Docker Swarm, Upgrade from 18.03.1 to 18.06.1 - Ghost networks when removing stacks
Opened initially as https://github.com/docker/for-linux/issues/424 but think it's more approriate here
Expected behavior
Hello, I have a weird behaviour since upgrading from docker 18.3.1 to 18.6.1 and traefik 1.6.4 to 1.6.6 :
• I deploy docker stacks via a docker-compose.yml file which leads to creating a given network per stack and connecting traefik to this stacks (via docker service update --network-add <network> <traefik>) - so far it worked well
• when I deploy a new version of the stack, I remove traefik from the network (docker service update --network-rm <network> <traefik>) and destroy the stack (docker stack rm ...). It removed stack and network. I had to wait a little bit before network is really deleted but it work. Then, I could deploy a create a new version of the stack and add traefik back to the network
I do not update services as there are some dbs in the stack for which I may need to run migrations. The need to be run one only.
Actual behavior
When I redeploy the stack, I do:
if [ $($DOCKER_BIN stack ls --format "{{.Name}}" |grep ^${COMPOSE_PROJECT_NAME}$ |wc -l) -ne "0" ]; then
$DOCKER_BIN service update --network-rm ${COMPOSE_PROJECT_NAME}_network traefik_traefik
$DOCKER_BIN stack rm ${COMPOSE_PROJECT_NAME}
sleep 20
$DOCKER_BIN network prune --force
fi
$DOCKER_BIN stack deploy --compose-file docker-compose.yml --with-registry-auth ${COMPOSE_PROJECT_NAME}
if [[ ${TRAEFIK} == "docker" ]]; then
$DOCKER_BIN service update --network-add ${COMPOSE_PROJECT_NAME}_network traefik_traefik
fi
but output is now:
...
Creating service <stack>_backoffice
failed to create service <stack>_backoffice: Error response from daemon: network <stack>_network not found
• But since the upgrade, the network is not well destroyed as traefik seems still in the network (via docker inspect network <network>)
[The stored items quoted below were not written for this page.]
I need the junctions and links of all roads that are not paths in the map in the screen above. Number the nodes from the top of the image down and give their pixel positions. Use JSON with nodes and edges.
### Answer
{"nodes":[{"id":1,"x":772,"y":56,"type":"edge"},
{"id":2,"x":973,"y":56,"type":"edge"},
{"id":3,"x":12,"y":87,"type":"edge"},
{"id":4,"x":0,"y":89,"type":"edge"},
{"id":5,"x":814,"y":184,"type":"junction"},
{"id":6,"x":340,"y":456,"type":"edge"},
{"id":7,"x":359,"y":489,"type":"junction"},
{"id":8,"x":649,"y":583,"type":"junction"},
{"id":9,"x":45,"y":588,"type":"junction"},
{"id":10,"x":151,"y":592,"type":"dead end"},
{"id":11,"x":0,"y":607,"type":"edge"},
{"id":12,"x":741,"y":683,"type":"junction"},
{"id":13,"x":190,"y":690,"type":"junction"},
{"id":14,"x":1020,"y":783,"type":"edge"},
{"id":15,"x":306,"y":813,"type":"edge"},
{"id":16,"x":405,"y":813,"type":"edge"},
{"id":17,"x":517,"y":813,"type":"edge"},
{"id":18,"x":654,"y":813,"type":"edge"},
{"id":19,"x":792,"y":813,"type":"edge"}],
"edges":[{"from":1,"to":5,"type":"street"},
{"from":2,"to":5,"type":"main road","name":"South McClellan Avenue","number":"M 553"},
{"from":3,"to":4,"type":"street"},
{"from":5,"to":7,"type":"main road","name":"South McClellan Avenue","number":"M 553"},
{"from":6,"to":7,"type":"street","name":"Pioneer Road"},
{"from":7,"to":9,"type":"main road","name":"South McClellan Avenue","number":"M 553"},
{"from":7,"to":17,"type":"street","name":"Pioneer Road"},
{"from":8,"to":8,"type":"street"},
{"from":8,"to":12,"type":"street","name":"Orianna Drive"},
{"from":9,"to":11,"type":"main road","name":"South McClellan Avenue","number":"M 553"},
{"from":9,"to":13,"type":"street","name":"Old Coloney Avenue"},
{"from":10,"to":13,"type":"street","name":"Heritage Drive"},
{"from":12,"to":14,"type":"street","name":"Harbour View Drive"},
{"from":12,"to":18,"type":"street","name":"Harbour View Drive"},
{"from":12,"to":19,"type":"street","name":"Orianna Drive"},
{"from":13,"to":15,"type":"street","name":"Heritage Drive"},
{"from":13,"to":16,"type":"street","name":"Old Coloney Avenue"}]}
I need to do docker stack rm traefik so that the ghost network vanish as expected and then redeploy traefik from scracth and reconnect it to other instances. Any idea on this ?
I’m trying to downgrade back to 1.6.4 to see if it’s more from docker side or traefik side... => results are the same with 1.6.4
I also noticed that for the stacks I deploy so far I did not set the overlay network as attachable - did not require it for the last 6 months - shoud I add it ? =>result is the same with attachable network.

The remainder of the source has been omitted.